= Problem to solve =
Return the following data exactly, with all pictures left out.
::: Given material :::
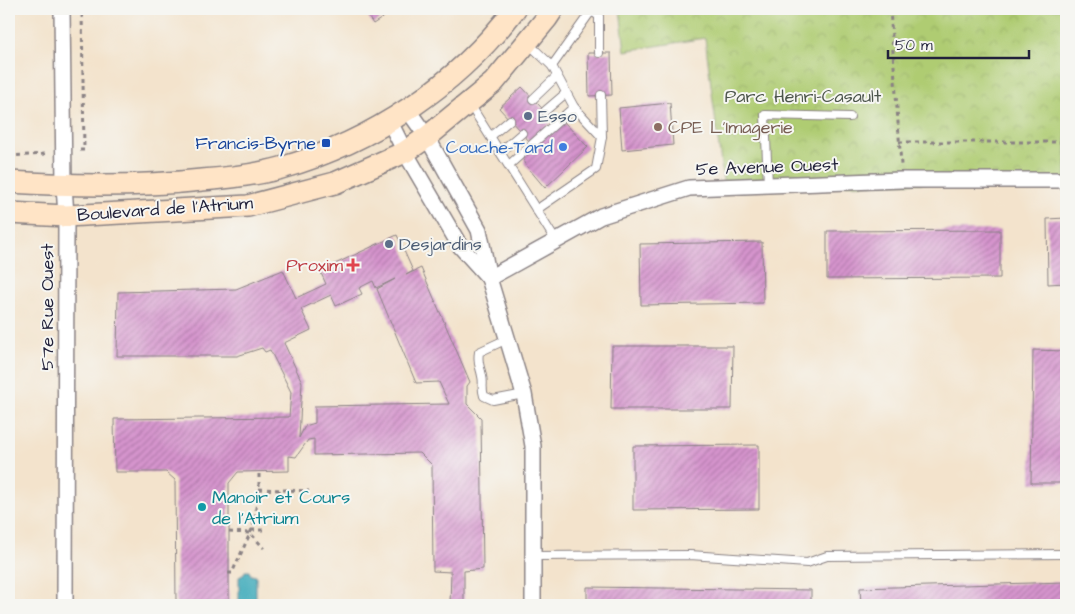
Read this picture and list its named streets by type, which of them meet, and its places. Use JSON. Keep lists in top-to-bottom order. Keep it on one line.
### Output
{"streets":{"street":["5e Avenue Ouest","Boulevard de l'Atrium","57e Rue Ouest"]},"crossings":[["Boulevard de l'Atrium","57e Rue Ouest"]],"parks":["Parc Henri-Casault"],"places":{"other":["Esso","CPE L'Imagerie","Couche-Tard","Desjardins","Manoir et Cours de l'Atrium"],"transit":["Francis-Byrne"],"health":["Proxim"]},"scale_bar":"50 m"}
:::
= Response =
Read this picture and list its named streets by type, which of them meet, and its places. Use JSON. Keep lists in top-to-bottom order. Keep it on one line.
### Output
{"streets":{"street":["5e Avenue Ouest","Boulevard de l'Atrium","57e Rue Ouest"]},"crossings":[["Boulevard de l'Atrium","57e Rue Ouest"]],"parks":["Parc Henri-Casault"],"places":{"other":["Esso","CPE L'Imagerie","Couche-Tard","Desjardins","Manoir et Cours de l'Atrium"],"transit":["Francis-Byrne"],"health":["Proxim"]},"scale_bar":"50 m"}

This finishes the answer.